=== Begin Enclosure ===

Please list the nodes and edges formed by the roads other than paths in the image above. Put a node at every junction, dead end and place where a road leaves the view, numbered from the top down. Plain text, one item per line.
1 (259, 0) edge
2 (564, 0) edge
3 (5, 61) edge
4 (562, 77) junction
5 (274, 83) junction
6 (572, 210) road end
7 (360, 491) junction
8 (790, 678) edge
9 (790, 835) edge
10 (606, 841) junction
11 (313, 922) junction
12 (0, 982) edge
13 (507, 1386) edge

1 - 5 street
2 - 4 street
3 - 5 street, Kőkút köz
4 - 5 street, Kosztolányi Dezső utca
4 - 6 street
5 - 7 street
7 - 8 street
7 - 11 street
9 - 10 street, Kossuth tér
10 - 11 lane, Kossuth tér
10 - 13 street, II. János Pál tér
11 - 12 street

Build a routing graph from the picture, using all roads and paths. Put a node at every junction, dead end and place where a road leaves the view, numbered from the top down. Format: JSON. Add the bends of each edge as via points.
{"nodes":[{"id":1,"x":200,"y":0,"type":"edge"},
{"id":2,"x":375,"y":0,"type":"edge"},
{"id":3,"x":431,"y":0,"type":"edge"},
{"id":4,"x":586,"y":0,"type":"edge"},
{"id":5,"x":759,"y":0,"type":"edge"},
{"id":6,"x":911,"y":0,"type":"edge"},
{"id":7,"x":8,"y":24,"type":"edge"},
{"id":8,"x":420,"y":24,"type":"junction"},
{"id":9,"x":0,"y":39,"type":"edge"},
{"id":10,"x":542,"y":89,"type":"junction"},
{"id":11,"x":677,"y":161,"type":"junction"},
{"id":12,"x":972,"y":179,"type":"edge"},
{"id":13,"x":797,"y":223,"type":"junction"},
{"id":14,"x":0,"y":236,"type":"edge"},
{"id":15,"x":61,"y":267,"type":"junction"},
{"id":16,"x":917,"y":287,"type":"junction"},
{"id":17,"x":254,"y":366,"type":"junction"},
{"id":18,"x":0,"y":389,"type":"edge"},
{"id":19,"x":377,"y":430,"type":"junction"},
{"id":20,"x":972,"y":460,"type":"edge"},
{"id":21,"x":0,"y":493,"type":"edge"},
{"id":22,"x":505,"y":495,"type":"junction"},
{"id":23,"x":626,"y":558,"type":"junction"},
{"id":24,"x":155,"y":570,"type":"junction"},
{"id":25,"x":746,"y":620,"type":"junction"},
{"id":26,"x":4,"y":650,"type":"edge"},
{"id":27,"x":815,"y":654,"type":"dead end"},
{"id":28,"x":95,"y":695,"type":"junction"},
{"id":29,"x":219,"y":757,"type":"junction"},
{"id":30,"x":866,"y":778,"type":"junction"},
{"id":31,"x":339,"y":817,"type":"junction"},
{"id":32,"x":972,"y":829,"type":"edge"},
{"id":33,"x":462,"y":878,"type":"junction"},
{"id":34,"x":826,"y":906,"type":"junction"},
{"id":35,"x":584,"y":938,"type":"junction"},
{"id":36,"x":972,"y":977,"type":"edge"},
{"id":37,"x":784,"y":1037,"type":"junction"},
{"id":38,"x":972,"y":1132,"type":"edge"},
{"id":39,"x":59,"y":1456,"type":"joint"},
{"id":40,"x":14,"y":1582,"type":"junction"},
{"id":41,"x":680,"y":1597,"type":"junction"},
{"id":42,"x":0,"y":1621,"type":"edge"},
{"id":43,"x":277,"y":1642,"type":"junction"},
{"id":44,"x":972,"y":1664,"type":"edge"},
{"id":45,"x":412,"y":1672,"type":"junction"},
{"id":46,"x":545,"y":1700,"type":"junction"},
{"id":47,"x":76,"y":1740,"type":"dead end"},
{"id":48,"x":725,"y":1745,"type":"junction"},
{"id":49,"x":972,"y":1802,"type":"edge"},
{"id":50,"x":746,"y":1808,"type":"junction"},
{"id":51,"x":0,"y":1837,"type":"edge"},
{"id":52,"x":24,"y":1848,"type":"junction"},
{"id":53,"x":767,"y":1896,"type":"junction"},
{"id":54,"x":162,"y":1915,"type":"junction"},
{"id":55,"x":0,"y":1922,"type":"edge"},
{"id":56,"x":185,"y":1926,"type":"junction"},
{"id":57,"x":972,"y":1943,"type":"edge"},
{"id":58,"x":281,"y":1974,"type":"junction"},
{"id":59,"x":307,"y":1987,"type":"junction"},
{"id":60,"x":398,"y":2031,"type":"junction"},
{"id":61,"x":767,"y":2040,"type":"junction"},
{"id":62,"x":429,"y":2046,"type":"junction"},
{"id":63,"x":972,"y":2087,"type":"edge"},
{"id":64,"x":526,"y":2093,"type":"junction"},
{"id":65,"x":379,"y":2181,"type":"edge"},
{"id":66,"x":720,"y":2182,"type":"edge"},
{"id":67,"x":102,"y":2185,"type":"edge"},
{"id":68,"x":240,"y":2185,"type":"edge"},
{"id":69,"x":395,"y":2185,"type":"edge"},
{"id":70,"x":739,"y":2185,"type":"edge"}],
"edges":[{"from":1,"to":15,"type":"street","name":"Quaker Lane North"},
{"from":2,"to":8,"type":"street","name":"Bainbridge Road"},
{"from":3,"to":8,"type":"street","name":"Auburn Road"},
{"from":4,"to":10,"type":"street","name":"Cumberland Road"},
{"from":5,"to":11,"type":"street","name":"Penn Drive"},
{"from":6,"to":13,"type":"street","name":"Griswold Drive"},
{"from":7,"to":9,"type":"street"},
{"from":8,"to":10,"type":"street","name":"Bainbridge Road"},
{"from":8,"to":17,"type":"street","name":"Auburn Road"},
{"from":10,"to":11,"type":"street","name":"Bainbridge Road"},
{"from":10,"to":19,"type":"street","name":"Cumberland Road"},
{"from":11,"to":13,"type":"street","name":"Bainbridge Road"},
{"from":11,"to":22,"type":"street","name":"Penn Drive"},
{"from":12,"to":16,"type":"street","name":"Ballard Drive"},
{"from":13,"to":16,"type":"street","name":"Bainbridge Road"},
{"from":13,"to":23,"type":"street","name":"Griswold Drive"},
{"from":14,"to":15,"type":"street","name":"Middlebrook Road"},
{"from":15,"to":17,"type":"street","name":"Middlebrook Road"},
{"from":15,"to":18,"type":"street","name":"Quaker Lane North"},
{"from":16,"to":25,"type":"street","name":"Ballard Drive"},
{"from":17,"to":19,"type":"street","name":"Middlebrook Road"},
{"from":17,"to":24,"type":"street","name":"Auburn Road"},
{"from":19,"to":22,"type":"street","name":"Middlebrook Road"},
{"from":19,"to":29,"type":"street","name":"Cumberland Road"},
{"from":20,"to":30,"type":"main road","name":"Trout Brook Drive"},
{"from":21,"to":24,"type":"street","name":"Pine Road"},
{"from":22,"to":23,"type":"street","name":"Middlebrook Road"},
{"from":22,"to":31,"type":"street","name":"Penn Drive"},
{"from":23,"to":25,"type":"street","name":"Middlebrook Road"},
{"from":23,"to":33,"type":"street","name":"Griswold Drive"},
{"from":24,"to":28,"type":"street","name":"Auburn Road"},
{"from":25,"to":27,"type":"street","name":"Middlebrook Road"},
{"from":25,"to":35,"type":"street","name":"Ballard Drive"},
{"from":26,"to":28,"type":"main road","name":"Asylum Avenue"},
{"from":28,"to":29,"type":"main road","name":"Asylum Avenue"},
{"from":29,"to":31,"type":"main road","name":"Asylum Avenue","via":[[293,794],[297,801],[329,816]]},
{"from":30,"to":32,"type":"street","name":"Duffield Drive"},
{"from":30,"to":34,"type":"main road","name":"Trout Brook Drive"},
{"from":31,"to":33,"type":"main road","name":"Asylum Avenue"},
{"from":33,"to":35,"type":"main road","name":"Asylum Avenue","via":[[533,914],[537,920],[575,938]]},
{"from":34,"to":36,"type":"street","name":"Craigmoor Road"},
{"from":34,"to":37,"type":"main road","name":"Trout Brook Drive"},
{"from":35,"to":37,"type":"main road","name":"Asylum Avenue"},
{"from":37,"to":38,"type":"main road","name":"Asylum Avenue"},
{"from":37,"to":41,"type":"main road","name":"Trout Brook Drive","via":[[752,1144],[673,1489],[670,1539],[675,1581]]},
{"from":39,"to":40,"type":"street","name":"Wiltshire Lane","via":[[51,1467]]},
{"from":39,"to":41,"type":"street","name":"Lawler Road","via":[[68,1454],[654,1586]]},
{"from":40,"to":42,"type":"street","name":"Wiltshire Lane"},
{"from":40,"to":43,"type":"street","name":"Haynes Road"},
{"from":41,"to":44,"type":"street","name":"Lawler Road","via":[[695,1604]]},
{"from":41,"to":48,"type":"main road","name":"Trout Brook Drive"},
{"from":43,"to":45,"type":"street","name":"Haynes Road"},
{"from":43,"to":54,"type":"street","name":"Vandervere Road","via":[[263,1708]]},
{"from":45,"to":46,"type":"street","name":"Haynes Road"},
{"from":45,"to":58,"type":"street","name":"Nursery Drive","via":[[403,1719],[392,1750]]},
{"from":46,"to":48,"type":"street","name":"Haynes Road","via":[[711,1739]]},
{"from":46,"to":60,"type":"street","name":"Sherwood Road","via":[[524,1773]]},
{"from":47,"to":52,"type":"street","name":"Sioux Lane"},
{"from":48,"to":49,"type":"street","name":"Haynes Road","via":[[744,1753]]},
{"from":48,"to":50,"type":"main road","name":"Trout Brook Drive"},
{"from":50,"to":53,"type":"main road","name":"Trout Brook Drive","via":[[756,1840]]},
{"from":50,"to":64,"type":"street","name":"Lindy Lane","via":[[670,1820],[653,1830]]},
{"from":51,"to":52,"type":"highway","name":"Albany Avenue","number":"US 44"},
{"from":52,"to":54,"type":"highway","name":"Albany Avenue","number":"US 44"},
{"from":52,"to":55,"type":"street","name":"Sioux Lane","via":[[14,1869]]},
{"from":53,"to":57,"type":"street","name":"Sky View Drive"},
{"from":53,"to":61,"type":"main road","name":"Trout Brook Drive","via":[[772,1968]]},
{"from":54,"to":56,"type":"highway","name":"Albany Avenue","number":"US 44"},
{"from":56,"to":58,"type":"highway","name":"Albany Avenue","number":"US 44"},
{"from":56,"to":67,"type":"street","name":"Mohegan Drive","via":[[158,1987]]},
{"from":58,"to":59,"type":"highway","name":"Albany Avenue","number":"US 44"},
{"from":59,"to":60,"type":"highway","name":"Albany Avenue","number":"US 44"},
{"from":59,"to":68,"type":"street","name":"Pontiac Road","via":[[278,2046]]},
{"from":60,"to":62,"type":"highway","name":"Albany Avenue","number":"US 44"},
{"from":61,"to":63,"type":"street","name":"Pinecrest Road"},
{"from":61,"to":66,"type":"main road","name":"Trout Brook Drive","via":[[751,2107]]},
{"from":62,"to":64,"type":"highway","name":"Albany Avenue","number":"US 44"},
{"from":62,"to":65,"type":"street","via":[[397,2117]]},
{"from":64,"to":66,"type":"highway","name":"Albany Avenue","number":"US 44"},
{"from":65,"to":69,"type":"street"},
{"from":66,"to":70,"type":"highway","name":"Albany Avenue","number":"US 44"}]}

=== End Enclosure ===

**BRIEF**
Search the entries for the word "Albany". Copy each line where it appears.

**ANSWER SPACE**
{"from":51,"to":52,"type":"highway","name":"Albany Avenue","number":"US 44"},
{"from":52,"to":54,"type":"highway","name":"Albany Avenue","number":"US 44"},
{"from":54,"to":56,"type":"highway","name":"Albany Avenue","number":"US 44"},
{"from":56,"to":58,"type":"highway","name":"Albany Avenue","number":"US 44"},
{"from":58,"to":59,"type":"highway","name":"Albany Avenue","number":"US 44"},
{"from":59,"to":60,"type":"highway","name":"Albany Avenue","number":"US 44"},
{"from":60,"to":62,"type":"highway","name":"Albany Avenue","number":"US 44"},
{"from":62,"to":64,"type":"highway","name":"Albany Avenue","number":"US 44"},
{"from":64,"to":66,"type":"highway","name":"Albany Avenue","number":"US 44"},
{"from":66,"to":70,"type":"highway","name":"Albany Avenue","number":"US 44"}]}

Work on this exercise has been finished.